Schuch disse à Pública que “praticamente não se falou” sobre cigarros eletrônicos nos encontros e que “essa é uma discussão que não me cabe”.

Porém, ao menos na reunião que ocorreu em 18 de outubro com o ministro da Agricultura, Carlos Fávaro, o tema foi debatido, de acordo com o site da Frente Parlamentar da Agropecuária (FPA). O texto diz que os participantes teriam pedido “neutralidade do governo” ao tratar do tema na 10ª Conferência das Partes (COP10) da Convenção-Quadro para o Controle do Tabaco (CQCT), a ser promovida pela Organização Mundial da Saúde (OMS) no Panamá em 2024. A Conferência estava prevista para acontecer no final de 2023, mas foi adiada por conta de protestos no país-sede.

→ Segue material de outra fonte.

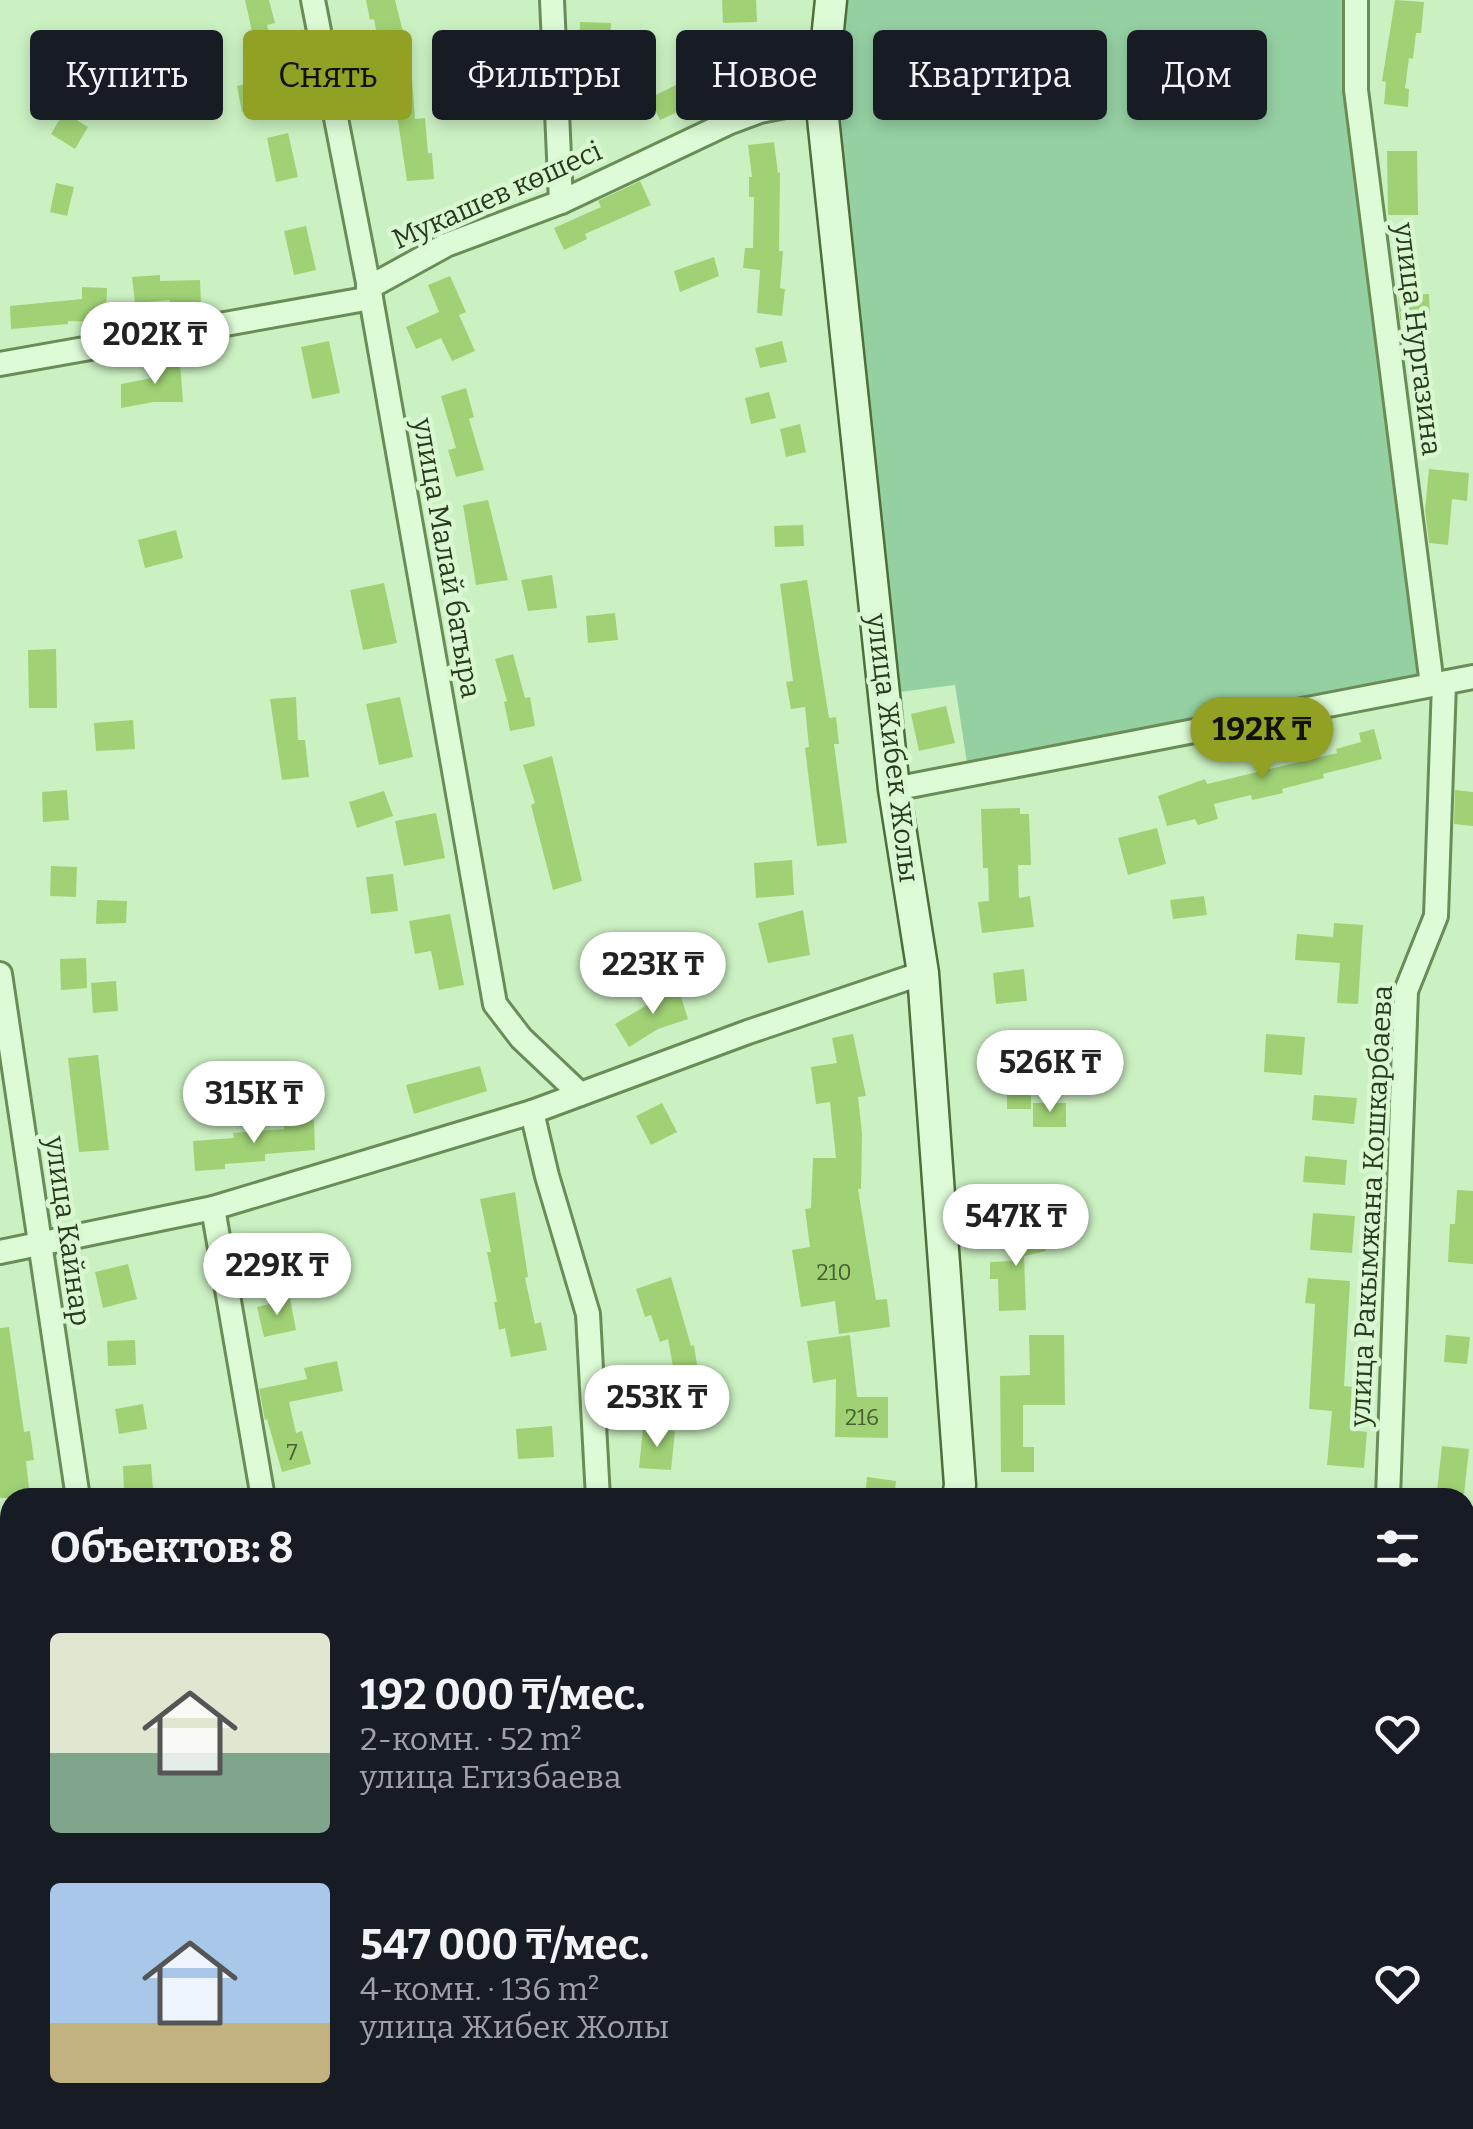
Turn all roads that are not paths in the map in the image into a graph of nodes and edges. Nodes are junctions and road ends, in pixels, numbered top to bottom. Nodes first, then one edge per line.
1 (313, 0) edge
2 (552, 0) edge
3 (830, 0) edge
4 (1356, 0) edge
5 (827, 30) edge
6 (734, 120) edge
7 (822, 120) edge
8 (561, 202) junction
9 (370, 293) junction
10 (0, 364) edge
11 (1457, 679) edge
12 (894, 789) junction
13 (0, 974) edge
14 (922, 974) junction
15 (580, 1094) junction
16 (532, 1112) junction
17 (213, 1208) junction
18 (40, 1245) junction
19 (0, 1252) edge
20 (76, 1488) edge
21 (261, 1488) edge
22 (597, 1488) edge
23 (960, 1488) edge
24 (1388, 1488) edge

1 - 9 street, улица Малай батыра
2 - 8 street
3 - 5 main road, улица Жибек Жолы
4 - 11 street, улица Нургазина
6 - 8 street, Мукашев көшесі
7 - 12 main road, улица Жибек Жолы
8 - 9 street, Мукашев көшесі
9 - 10 street, Мукашев көшесі
9 - 15 street, улица Малай батыра
11 - 12 street
11 - 24 street, улица Ракымжана Кошкарбаева
12 - 14 main road, улица Жибек Жолы
13 - 18 street, улица Кайнар
14 - 15 street
14 - 23 main road, улица Жибек Жолы
15 - 16 street
16 - 17 street
16 - 22 street
17 - 18 street
17 - 21 street
18 - 19 street
18 - 20 street, улица Кайнар

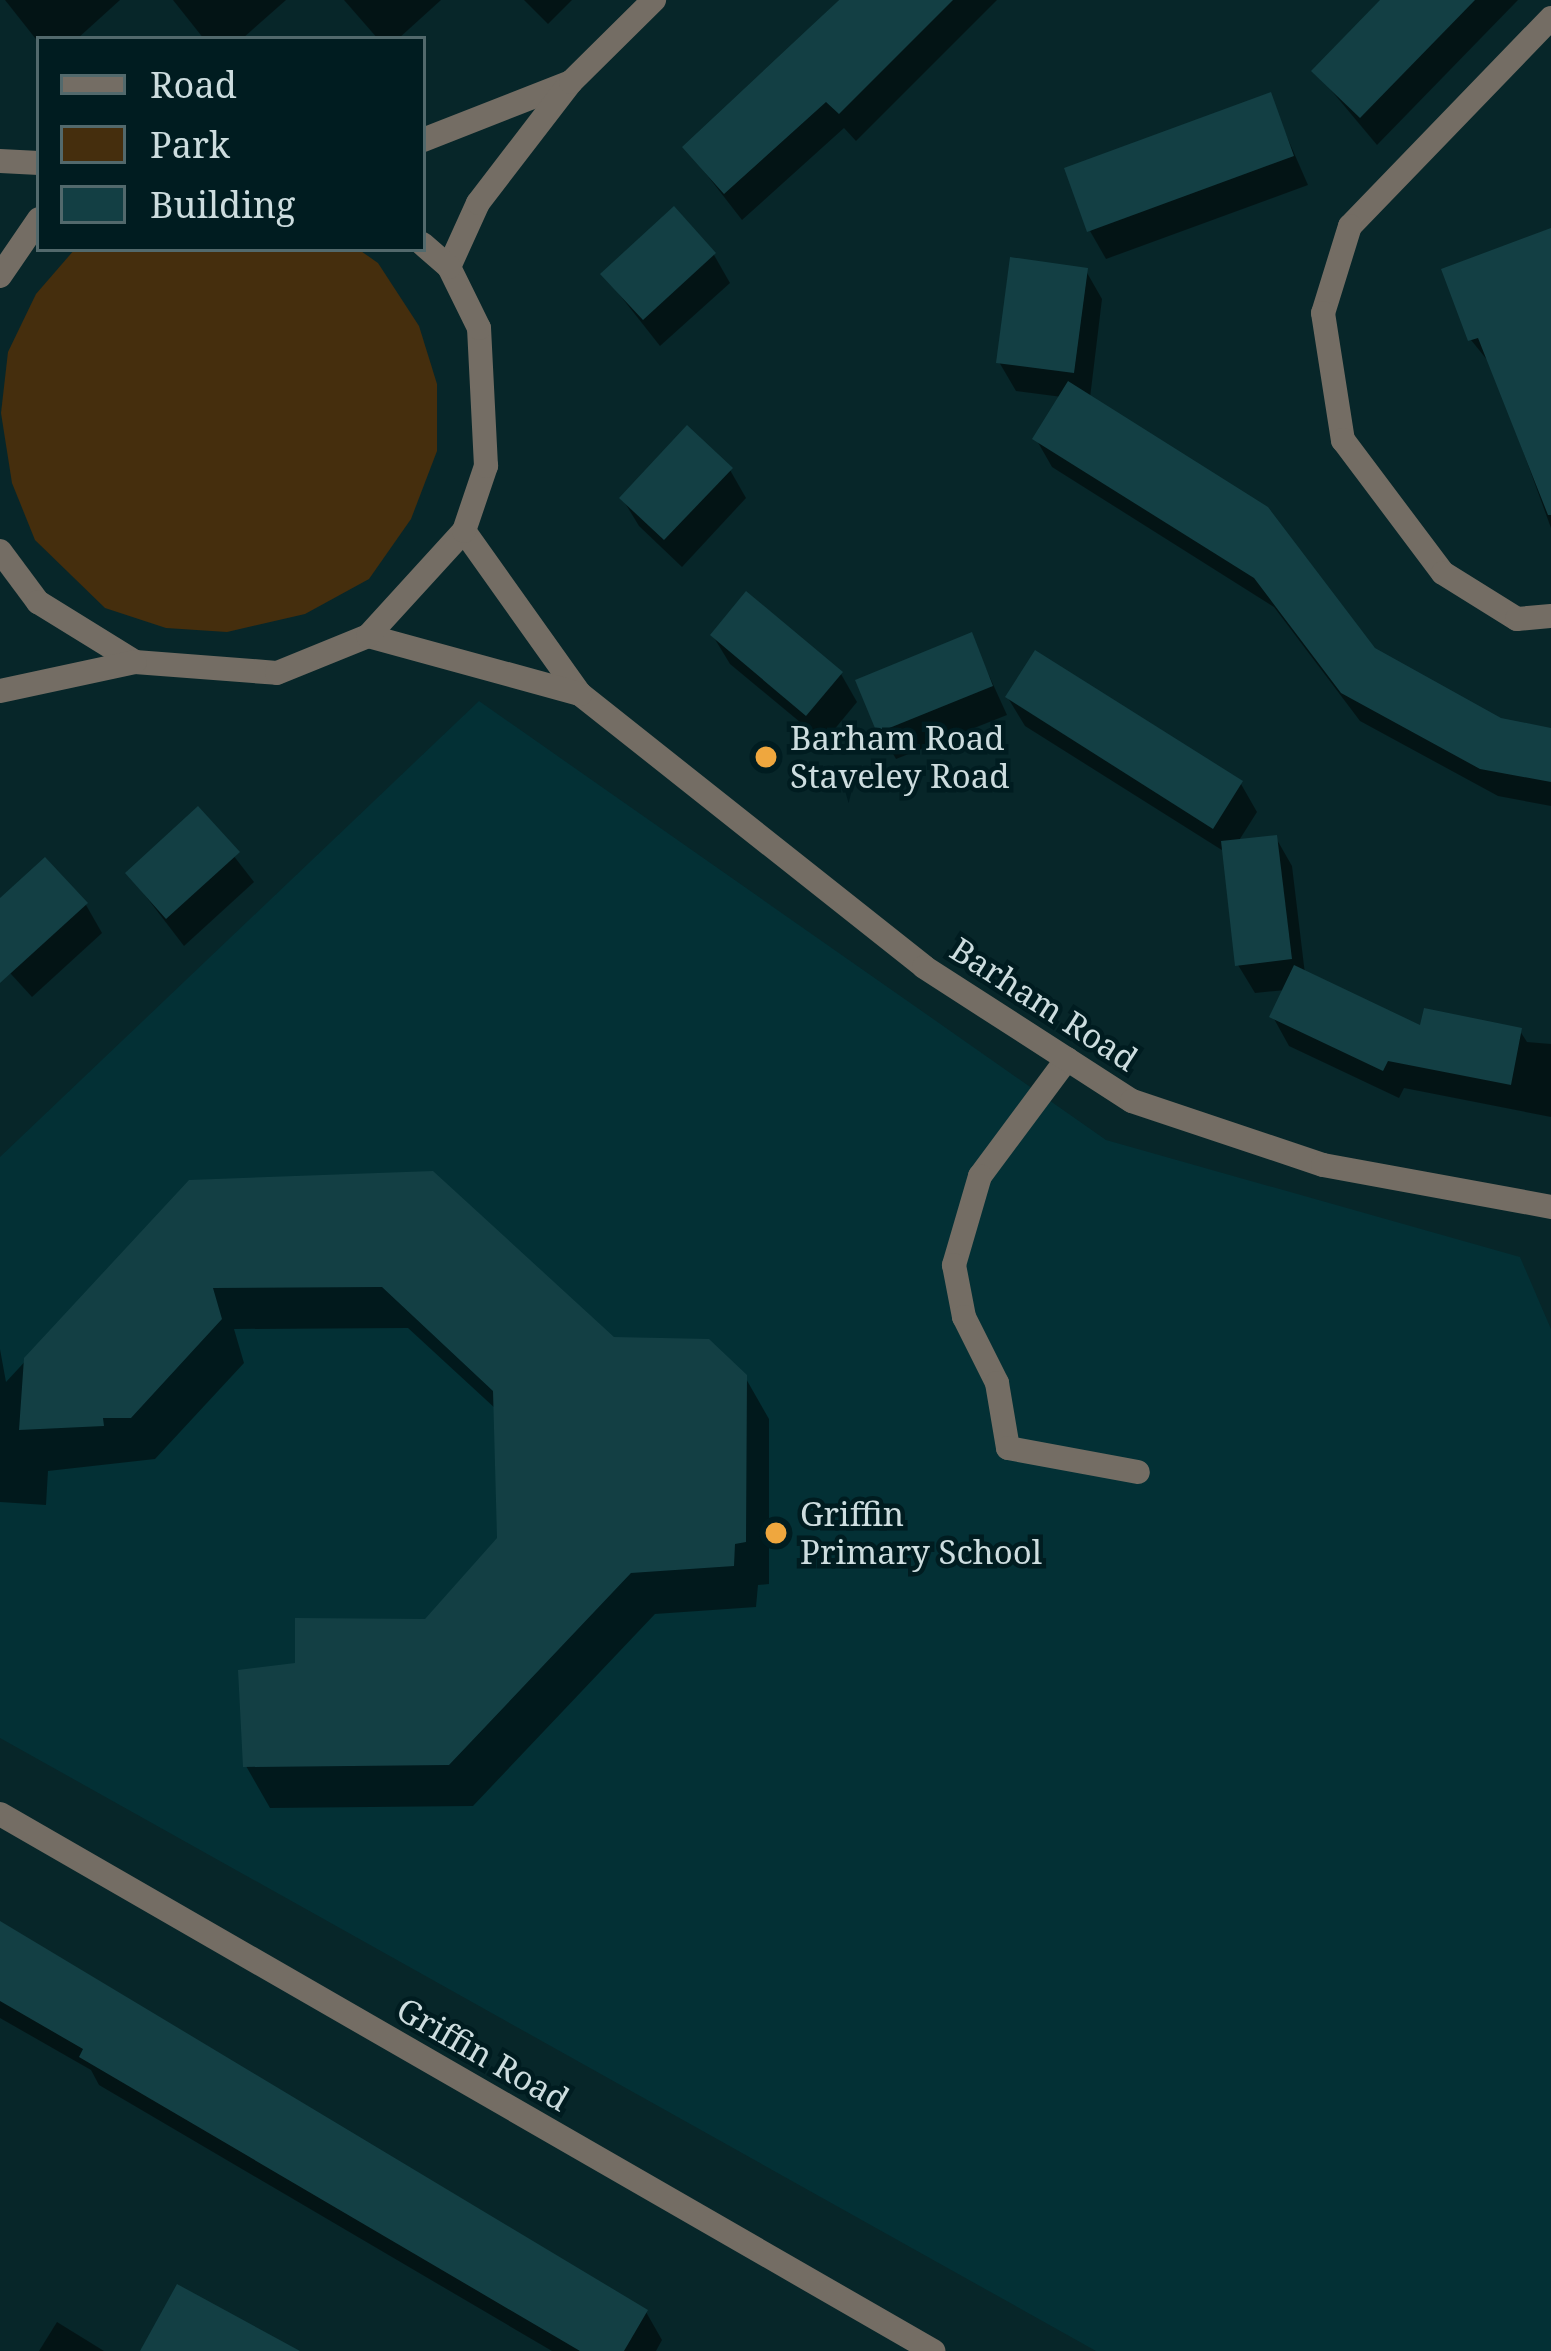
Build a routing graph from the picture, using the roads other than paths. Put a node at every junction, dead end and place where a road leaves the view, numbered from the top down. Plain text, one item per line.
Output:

De acordo com o deputado federal Rafael Pezenti (MDB-SC), um dos participantes da reunião, a regulação dos cigarros eletrônicos é um dos focos do setor do tabaco e dos parlamentares atuantes no tema. Ele considera que “se a gente não regulamentar, a gente incentiva o contrabando, a gente incentiva o crime”, argumento também repetido por Soraya Thronicke em entrevista.

Pezenti também disse à Pública que “consumir tabaco é uma prática milenar” e que “os usuários chegarão com regulamentação ou não”. “Astecas e maias já utilizavam o tabaco em rituais religiosos e políticos. De lá para cá, a forma como as pessoas utilizam tabaco vem mudando. As pessoas estão largando o cigarro convencional, mas não estão largando a nicotina, estão consumindo ainda outras formas, por exemplo, esses cigarros eletrônicos”, afirmou.

Estudos apontam o contrário. A pesquisa Vigitel 2023, produzida pela Secretaria de Vigilância em Saúde (SVS) do Ministério da Saúde (MS), aponta que o número de fumantes no Brasil diminuiu de 15,7% em 2006 para 9,3% em 2023, resultado de políticas públicas que visam erradicar o tabagismo, de acordo com especialistas ouvidos pela reportagem. Entretanto, o uso de cigarros eletrônicos tem atraído jovens. De acordo com nota técnica da Organização Mundial da Saúde, os dispositivos têm sido “comercializados agressivamente para os jovens”. A OMS também aponta que o uso entre 13 e 15 anos excede a taxa entre adultos em todas as regiões avaliadas.

“Eu nunca vi ninguém começar a fumar a partir do cigarro eletrônico, mas eu já vi muitas pessoas pararem de fumar a partir da utilização do cigarro eletrônico”, afirmou à Pública o deputado Marcelo Moraes (PL-RS), também integrante da bancada do fumo.

Questionado sobre o avanço do consumo entre os jovens, o deputado perguntou: “Tu prefere que ele fume aquilo que vem do Paraguai sem nenhuma fiscalização por parte da Anvisa ou algo que é fabricado aqui no Brasil atendendo a todas as regras sanitárias brasileiras? Eu prefiro esse”.

“Se ele [o jovem] já está começando, está começando justamente por esse cigarro que é contrabandeado, que não tem nenhum tipo de fiscalização”, afirmou.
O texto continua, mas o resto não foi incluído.